» **Task to complete**: Filter the data below, keeping only lines that contain "Одеська".

» **Extracted records**:
┌────────

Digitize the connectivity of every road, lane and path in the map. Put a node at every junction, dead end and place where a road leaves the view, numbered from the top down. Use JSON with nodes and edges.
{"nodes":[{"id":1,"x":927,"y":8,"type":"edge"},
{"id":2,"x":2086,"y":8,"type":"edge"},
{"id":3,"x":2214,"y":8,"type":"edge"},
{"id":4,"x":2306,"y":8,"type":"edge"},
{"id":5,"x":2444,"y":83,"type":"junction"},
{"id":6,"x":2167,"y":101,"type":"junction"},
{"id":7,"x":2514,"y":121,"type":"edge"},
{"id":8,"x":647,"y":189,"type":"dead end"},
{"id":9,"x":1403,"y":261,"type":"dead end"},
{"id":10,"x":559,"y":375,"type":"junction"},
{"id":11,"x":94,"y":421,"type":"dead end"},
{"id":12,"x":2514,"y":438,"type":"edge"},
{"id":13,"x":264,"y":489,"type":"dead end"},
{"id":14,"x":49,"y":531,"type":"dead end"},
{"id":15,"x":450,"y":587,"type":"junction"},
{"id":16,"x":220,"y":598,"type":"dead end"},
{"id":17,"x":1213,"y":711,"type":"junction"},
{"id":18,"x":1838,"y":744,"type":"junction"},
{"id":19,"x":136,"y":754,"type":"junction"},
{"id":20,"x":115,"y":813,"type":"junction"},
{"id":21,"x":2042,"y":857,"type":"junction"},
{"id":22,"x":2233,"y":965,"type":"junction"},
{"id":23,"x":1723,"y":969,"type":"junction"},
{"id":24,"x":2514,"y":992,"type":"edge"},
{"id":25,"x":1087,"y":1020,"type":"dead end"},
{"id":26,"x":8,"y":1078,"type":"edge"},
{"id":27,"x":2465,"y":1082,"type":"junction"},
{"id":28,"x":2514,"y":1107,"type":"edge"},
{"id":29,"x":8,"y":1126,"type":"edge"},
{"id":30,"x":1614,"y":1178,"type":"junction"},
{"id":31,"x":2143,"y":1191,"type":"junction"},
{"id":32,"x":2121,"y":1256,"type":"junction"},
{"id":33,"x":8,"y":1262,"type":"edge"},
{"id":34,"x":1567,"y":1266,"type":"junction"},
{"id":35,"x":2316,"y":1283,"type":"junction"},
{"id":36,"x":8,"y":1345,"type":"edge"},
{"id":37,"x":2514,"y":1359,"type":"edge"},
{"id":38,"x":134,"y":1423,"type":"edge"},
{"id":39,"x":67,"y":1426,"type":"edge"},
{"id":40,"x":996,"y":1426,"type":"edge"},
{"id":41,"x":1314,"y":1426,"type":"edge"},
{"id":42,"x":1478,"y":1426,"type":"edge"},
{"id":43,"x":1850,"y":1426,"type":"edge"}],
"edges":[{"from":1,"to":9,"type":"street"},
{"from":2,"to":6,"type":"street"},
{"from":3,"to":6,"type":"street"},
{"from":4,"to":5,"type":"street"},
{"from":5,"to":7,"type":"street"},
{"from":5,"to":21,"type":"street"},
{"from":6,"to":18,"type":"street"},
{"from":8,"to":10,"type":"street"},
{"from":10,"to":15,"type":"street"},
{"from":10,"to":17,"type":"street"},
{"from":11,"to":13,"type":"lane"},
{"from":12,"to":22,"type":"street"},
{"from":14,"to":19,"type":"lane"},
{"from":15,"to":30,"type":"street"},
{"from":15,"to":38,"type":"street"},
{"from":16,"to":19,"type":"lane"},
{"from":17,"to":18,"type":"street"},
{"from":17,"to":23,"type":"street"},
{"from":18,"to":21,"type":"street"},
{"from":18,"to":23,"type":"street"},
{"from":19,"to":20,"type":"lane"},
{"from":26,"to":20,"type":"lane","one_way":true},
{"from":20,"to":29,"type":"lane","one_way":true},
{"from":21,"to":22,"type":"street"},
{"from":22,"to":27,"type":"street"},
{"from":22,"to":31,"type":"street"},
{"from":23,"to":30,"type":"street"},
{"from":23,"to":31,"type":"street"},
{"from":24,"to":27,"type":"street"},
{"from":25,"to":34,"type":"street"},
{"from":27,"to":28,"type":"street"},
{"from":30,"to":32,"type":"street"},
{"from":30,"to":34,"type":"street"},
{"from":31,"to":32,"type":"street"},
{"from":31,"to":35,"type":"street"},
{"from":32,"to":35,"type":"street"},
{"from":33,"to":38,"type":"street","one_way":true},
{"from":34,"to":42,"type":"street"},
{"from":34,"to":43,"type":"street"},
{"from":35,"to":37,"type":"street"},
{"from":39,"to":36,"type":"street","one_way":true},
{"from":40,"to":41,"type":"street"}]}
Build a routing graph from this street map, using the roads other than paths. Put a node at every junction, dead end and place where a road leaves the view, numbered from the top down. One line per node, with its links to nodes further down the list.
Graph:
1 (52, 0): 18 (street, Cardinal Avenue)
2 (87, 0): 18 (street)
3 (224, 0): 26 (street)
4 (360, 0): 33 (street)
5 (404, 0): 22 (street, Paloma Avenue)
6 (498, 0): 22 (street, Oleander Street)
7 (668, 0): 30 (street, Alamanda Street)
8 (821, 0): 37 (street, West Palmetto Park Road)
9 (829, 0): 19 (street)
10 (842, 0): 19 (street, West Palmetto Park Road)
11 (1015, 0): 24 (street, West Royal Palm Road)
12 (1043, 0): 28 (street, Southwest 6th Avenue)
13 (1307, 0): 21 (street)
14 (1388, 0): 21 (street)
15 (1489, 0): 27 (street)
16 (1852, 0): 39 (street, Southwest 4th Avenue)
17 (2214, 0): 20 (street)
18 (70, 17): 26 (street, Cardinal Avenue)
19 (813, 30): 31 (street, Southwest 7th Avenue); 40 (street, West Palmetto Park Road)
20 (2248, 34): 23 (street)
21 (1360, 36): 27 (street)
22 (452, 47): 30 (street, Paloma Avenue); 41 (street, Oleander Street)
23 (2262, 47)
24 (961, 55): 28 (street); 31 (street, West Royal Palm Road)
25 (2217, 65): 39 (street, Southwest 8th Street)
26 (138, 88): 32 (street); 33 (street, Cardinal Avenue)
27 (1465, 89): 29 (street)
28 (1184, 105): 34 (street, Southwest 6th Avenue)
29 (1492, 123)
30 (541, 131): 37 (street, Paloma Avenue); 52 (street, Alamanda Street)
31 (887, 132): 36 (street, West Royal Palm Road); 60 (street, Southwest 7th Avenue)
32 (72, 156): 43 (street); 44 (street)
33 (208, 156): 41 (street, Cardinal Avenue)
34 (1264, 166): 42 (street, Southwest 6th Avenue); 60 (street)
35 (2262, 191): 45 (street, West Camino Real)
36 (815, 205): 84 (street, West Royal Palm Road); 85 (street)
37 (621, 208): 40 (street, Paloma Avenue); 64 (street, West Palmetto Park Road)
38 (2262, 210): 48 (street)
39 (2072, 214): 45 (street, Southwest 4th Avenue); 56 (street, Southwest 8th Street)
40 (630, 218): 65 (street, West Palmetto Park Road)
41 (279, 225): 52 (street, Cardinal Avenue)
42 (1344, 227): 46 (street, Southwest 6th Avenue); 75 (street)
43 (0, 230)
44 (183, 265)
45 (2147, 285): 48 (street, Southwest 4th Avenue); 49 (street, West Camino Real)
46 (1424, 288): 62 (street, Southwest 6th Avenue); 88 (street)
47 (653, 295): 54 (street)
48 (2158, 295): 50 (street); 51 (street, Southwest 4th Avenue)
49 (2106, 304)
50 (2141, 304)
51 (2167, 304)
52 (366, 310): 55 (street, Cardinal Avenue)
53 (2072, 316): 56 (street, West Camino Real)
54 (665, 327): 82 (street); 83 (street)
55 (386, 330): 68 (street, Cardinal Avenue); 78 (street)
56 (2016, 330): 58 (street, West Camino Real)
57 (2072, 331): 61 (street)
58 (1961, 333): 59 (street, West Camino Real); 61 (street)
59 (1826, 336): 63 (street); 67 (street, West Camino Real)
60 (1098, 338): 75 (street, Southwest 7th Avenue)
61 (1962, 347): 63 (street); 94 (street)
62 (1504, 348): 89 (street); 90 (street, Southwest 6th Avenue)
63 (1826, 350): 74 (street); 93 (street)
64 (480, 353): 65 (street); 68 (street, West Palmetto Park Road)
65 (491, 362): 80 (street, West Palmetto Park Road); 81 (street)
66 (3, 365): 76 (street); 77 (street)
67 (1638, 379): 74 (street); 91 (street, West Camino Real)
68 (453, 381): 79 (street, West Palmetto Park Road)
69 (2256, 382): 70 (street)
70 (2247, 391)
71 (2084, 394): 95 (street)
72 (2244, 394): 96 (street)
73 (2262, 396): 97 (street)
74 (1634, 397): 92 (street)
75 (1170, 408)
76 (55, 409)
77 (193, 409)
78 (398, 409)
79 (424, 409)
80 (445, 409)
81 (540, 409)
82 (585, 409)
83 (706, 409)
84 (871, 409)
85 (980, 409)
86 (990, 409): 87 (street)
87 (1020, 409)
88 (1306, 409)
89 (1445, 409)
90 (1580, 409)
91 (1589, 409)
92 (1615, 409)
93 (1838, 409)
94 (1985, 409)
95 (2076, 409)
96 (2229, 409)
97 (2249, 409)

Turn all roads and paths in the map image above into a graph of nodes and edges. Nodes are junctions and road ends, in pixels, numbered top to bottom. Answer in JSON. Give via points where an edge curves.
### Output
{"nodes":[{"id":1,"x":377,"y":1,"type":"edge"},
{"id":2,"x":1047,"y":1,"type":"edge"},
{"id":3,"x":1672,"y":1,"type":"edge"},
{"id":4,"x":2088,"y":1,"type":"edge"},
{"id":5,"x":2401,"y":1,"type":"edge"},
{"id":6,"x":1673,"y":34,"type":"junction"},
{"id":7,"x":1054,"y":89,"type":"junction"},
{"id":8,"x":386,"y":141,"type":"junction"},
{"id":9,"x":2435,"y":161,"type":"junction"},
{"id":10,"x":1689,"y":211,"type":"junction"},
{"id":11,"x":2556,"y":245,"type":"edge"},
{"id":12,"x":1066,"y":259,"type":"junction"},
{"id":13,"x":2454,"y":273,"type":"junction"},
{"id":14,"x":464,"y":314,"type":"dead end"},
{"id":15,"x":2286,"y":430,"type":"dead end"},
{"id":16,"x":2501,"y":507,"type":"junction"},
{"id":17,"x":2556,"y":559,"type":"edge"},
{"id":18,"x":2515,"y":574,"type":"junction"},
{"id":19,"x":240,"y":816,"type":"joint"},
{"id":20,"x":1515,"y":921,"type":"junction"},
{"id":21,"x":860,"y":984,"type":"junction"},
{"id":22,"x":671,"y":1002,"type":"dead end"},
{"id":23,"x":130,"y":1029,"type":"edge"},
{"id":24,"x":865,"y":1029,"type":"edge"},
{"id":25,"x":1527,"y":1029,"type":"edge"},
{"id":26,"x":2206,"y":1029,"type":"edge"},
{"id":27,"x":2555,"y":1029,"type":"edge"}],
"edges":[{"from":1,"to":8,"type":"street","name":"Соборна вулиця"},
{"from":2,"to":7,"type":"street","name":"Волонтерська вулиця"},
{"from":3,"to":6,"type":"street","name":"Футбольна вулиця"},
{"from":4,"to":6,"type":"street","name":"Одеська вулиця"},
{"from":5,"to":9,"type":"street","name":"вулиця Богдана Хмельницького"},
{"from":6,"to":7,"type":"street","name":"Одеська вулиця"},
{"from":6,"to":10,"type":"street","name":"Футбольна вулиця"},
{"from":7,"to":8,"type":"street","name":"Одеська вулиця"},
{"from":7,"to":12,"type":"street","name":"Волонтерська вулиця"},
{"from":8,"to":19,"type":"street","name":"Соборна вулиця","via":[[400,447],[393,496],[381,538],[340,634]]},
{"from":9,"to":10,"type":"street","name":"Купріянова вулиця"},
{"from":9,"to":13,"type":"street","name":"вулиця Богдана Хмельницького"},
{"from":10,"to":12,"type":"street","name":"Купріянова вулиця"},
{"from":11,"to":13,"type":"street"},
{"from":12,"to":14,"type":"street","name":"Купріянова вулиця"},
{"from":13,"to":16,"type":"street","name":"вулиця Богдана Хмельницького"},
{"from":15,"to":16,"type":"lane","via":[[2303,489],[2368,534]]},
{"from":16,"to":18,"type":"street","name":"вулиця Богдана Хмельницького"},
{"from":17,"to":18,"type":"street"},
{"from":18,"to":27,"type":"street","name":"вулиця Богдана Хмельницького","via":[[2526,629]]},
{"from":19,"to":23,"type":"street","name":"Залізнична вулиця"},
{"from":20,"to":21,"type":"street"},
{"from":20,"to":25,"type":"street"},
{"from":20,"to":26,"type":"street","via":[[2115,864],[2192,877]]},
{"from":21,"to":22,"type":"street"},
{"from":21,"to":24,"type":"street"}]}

└────────

» **Output**:
{"from":4,"to":6,"type":"street","name":"Одеська вулиця"},
{"from":6,"to":7,"type":"street","name":"Одеська вулиця"},
{"from":7,"to":8,"type":"street","name":"Одеська вулиця"},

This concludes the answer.